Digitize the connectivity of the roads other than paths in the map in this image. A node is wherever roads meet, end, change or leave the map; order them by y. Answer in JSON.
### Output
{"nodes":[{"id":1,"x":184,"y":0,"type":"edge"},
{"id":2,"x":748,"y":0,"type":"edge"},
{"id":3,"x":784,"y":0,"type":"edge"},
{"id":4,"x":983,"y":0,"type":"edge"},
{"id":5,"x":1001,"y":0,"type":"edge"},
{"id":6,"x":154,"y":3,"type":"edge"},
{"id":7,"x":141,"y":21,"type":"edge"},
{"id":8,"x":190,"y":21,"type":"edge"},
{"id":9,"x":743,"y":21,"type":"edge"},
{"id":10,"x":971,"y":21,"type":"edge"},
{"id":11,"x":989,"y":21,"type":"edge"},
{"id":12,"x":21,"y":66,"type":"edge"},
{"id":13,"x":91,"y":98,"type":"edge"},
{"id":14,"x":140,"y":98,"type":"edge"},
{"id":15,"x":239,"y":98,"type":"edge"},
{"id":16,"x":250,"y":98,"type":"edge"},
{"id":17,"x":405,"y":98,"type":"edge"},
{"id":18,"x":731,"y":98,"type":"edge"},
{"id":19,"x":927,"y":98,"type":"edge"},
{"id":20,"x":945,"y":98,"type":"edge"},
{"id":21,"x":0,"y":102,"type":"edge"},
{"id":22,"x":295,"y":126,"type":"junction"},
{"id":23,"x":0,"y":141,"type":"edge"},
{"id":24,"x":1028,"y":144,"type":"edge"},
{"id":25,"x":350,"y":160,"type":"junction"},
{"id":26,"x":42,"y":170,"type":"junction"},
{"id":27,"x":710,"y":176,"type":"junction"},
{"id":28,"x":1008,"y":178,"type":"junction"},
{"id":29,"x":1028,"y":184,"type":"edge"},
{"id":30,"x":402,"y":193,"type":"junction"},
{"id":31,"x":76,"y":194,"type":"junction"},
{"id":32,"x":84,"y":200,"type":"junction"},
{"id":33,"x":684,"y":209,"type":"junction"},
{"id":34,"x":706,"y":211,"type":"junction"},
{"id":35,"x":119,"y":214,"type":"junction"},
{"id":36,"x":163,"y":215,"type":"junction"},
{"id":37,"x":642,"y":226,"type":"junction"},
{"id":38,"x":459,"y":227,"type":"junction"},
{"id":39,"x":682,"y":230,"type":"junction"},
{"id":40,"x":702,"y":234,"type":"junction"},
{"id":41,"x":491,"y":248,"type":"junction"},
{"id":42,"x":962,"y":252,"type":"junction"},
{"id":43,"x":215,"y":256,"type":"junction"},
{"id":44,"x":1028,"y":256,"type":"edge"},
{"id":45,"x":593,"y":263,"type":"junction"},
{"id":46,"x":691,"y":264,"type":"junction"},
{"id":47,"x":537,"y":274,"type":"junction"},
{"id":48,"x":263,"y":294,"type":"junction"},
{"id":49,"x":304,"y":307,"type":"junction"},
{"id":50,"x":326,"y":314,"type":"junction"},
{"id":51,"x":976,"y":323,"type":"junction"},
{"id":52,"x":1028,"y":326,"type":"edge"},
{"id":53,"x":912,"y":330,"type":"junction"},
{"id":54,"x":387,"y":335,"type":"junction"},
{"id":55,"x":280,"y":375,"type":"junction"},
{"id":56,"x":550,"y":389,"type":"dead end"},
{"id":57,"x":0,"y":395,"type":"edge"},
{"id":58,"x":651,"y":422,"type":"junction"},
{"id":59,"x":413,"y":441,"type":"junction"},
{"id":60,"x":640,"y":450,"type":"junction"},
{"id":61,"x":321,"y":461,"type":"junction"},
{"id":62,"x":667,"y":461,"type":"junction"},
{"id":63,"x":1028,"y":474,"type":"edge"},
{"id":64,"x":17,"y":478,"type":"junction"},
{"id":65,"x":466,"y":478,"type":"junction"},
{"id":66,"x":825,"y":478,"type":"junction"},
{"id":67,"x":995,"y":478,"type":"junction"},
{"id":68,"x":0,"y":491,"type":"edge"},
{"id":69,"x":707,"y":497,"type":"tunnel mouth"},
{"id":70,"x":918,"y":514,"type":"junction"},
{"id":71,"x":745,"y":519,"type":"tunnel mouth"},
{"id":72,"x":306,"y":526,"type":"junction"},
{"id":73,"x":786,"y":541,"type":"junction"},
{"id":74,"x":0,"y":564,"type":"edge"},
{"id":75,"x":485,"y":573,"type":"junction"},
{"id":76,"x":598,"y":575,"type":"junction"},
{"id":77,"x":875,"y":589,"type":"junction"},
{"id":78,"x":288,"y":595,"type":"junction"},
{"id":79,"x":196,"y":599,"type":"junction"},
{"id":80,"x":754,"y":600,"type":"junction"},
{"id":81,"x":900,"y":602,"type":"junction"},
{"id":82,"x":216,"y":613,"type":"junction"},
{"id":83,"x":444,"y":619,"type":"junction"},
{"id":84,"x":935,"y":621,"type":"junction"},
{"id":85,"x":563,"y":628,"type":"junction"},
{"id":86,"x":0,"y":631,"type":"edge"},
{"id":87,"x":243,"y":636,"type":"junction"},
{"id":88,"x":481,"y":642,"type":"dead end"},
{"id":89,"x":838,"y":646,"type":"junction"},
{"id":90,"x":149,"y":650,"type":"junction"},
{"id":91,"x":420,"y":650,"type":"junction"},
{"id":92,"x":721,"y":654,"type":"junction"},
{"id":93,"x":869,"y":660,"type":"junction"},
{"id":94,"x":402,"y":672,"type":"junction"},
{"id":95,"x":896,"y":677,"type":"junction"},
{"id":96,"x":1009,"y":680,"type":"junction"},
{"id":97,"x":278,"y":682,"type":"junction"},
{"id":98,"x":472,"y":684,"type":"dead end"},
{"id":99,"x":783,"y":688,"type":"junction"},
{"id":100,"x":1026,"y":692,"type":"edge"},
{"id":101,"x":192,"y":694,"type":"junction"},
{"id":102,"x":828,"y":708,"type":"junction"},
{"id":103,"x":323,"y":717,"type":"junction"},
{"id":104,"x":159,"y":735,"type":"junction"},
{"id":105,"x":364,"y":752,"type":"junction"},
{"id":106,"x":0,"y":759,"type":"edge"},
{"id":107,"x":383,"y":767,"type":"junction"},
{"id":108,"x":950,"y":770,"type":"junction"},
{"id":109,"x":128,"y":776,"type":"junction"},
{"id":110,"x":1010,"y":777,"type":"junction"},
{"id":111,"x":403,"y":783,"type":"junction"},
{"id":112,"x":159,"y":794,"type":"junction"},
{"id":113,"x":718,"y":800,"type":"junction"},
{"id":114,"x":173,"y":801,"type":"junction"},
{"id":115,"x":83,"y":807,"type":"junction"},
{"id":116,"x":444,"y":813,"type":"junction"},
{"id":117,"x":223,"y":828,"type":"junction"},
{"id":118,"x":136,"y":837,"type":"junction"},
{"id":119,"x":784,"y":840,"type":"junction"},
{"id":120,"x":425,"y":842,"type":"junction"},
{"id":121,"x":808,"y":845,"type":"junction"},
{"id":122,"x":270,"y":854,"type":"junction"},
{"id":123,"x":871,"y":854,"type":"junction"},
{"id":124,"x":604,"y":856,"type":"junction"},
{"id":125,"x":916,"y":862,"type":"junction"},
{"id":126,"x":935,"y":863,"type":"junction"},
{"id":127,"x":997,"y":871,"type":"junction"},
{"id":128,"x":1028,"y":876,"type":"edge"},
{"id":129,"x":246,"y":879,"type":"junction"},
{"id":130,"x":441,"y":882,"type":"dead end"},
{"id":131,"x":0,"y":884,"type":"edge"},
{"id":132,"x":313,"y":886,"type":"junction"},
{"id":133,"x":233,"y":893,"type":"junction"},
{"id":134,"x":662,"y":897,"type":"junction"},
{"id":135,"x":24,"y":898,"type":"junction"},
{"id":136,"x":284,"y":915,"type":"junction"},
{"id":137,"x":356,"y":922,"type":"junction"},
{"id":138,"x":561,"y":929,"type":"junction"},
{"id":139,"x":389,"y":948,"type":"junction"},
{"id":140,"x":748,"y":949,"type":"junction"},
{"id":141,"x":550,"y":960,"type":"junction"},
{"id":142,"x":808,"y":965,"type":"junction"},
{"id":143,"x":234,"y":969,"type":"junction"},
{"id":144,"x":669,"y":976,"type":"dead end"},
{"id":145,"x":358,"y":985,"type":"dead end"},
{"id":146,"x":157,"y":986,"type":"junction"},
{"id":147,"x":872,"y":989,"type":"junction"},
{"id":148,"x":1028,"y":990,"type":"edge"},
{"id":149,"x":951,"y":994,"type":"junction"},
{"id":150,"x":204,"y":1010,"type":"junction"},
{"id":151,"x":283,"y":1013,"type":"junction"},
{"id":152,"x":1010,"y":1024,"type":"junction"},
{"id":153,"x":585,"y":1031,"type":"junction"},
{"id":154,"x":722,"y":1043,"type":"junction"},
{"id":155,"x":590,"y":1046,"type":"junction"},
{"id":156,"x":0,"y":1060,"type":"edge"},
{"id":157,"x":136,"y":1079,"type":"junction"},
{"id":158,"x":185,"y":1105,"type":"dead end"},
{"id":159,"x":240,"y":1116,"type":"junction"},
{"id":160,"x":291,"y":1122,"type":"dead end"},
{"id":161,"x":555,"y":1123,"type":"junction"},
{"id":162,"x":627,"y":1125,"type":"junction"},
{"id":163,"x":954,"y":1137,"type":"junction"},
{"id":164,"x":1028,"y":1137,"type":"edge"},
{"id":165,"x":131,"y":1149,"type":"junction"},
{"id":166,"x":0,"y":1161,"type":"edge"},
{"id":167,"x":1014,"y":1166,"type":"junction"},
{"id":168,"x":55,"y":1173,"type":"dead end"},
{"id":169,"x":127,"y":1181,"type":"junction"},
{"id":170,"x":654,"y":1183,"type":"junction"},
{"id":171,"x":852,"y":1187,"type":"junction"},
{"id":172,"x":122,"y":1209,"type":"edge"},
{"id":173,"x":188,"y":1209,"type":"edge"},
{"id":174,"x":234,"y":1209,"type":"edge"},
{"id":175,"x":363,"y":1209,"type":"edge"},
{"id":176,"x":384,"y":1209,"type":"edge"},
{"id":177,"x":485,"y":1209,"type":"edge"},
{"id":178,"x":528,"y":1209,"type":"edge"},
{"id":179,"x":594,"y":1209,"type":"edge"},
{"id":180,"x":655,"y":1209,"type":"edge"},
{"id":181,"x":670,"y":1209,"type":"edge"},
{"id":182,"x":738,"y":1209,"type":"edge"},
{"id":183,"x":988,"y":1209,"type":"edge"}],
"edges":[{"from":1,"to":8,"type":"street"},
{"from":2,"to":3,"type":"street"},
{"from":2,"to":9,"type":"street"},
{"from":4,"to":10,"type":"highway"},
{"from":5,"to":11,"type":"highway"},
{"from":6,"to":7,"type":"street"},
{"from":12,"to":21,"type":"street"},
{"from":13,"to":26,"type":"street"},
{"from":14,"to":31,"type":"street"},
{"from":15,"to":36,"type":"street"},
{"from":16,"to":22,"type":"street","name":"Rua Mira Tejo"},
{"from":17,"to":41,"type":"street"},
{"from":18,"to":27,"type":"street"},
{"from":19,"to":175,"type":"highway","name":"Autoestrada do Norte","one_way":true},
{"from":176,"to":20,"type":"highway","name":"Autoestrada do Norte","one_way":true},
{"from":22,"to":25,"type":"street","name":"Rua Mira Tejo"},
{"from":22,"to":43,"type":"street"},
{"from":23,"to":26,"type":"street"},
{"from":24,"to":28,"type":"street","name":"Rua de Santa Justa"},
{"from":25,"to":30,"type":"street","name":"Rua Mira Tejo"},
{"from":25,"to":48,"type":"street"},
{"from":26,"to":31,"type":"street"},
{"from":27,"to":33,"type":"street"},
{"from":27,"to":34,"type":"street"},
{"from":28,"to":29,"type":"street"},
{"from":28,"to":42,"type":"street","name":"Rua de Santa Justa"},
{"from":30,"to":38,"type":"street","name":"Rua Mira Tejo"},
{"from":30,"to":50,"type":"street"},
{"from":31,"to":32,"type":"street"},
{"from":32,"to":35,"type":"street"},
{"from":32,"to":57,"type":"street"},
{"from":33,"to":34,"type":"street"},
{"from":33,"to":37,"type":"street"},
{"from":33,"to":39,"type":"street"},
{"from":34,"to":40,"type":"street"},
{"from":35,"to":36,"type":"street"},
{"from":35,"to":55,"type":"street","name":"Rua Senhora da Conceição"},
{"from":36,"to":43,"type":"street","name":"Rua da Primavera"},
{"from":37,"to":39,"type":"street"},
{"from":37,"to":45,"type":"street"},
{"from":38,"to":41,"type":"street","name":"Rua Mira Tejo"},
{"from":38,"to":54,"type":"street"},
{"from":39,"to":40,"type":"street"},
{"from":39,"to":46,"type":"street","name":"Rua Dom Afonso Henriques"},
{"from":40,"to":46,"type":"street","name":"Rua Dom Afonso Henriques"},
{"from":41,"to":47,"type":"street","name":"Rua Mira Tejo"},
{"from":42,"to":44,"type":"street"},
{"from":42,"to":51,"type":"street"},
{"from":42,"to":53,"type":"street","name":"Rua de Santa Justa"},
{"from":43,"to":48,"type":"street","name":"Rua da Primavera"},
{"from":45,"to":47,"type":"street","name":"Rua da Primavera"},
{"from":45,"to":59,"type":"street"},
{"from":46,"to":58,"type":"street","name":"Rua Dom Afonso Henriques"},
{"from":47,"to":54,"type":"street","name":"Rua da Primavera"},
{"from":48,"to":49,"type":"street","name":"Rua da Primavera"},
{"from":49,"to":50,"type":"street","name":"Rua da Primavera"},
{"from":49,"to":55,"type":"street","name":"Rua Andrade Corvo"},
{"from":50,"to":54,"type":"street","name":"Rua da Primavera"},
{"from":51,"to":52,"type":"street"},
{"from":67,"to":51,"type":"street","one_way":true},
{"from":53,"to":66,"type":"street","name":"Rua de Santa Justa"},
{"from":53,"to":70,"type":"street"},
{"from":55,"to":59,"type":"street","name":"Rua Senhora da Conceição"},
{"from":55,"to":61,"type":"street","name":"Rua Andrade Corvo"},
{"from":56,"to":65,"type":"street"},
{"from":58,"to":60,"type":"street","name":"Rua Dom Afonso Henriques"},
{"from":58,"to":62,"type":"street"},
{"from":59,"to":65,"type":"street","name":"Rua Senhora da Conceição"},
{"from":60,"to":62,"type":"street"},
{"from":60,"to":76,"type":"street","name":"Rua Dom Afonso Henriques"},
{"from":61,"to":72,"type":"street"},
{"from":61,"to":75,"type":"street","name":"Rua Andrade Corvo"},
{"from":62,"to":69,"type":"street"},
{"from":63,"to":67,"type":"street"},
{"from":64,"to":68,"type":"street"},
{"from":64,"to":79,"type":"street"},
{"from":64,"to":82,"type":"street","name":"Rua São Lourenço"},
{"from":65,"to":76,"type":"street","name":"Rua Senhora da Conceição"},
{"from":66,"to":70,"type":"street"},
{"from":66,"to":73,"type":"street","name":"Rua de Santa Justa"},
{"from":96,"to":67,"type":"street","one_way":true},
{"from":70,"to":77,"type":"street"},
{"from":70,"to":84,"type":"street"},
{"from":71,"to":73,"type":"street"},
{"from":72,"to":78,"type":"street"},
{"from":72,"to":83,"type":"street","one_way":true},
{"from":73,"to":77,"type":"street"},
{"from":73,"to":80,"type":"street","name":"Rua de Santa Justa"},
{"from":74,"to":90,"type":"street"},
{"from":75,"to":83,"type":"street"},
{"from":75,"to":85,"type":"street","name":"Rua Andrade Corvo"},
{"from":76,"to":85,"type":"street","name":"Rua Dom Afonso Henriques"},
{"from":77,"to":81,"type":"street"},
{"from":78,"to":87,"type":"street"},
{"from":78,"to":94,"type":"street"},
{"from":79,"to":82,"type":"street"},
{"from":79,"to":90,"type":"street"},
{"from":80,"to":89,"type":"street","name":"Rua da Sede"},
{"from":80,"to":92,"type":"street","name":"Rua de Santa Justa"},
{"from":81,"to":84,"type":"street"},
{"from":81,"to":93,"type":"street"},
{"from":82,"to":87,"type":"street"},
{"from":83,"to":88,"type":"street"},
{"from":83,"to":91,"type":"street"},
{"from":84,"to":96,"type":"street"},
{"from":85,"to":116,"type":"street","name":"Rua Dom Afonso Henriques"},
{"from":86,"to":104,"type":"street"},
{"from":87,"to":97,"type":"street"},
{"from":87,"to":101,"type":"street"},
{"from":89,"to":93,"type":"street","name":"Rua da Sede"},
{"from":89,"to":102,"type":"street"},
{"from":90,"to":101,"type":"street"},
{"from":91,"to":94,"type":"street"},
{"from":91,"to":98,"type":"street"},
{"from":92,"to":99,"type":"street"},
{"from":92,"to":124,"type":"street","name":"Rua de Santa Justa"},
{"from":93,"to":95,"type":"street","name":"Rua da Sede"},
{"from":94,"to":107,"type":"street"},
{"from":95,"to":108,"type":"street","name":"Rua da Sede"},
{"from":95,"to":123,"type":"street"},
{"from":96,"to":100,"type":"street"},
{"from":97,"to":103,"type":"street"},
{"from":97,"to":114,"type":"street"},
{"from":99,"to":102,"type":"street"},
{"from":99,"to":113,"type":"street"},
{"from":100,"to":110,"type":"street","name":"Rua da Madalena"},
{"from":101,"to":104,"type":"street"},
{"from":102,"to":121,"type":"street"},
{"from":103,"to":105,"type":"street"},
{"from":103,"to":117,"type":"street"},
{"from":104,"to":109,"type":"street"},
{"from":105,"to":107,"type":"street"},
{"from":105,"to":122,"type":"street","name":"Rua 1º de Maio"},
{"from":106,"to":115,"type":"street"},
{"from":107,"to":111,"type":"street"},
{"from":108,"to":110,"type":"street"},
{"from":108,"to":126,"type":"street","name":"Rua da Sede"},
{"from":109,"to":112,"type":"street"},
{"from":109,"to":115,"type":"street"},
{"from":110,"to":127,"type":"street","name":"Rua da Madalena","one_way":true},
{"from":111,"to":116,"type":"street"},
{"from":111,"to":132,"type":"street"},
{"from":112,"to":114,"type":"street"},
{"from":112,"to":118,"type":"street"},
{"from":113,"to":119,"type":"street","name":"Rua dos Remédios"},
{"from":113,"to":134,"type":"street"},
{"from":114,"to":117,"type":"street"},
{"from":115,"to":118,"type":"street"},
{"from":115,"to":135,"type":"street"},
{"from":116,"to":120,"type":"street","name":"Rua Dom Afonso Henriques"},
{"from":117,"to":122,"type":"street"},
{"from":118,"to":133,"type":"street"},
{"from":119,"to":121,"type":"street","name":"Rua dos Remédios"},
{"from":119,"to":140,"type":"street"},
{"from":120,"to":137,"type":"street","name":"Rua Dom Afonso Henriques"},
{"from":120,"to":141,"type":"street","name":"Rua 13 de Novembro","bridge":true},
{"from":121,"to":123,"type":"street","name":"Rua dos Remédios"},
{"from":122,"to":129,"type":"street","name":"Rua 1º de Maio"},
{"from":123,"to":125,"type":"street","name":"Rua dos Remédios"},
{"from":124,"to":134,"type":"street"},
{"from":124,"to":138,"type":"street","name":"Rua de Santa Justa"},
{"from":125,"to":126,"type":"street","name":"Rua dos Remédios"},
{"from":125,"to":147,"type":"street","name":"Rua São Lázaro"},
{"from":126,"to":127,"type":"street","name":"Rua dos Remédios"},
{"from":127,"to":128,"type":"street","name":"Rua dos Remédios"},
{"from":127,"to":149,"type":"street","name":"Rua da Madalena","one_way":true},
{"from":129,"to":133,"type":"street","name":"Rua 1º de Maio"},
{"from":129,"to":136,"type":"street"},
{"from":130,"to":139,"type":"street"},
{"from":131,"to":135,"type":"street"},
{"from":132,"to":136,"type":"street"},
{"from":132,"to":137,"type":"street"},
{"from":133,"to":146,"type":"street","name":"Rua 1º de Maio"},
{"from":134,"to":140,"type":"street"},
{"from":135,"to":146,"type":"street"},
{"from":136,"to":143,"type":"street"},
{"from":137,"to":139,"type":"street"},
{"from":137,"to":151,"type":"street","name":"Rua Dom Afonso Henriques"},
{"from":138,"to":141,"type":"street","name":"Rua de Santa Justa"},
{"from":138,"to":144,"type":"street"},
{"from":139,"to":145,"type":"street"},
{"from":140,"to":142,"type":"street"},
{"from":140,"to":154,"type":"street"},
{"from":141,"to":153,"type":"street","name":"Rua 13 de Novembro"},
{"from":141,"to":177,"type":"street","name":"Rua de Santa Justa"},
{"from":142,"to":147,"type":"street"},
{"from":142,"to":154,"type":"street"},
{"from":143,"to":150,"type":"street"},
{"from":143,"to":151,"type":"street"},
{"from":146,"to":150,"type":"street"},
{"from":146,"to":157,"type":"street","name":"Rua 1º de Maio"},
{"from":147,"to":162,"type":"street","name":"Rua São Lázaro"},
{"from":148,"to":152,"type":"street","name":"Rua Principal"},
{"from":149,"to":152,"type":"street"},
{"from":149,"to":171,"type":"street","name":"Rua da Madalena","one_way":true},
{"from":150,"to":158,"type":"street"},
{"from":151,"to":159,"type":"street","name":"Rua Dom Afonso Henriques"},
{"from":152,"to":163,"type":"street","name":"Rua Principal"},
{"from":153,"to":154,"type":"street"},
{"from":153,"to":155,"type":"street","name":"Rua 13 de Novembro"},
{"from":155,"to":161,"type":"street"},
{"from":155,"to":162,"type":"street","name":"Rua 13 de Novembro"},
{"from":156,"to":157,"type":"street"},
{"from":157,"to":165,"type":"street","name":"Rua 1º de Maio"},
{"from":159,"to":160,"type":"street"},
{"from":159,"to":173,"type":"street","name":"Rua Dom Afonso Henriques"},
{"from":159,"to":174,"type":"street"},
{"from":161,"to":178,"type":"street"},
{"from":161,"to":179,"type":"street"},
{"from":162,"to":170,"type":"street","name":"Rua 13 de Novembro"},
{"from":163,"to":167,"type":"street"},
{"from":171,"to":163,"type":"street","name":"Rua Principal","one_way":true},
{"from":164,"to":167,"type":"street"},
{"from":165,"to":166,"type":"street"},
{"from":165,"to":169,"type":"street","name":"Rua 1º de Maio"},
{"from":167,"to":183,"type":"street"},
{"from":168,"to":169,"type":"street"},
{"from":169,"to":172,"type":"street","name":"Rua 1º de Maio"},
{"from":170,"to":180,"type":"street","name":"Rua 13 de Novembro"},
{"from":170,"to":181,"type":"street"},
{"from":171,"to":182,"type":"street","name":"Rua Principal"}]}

********************

WHAT THE TASK ASKS:
Present each line from the listing that holds the string "Maio".

EXERCISE RESPONSE:
{"from":105,"to":122,"type":"street","name":"Rua 1º de Maio"},
{"from":122,"to":129,"type":"street","name":"Rua 1º de Maio"},
{"from":129,"to":133,"type":"street","name":"Rua 1º de Maio"},
{"from":133,"to":146,"type":"street","name":"Rua 1º de Maio"},
{"from":146,"to":157,"type":"street","name":"Rua 1º de Maio"},
{"from":157,"to":165,"type":"street","name":"Rua 1º de Maio"},
{"from":165,"to":169,"type":"street","name":"Rua 1º de Maio"},
{"from":169,"to":172,"type":"street","name":"Rua 1º de Maio"},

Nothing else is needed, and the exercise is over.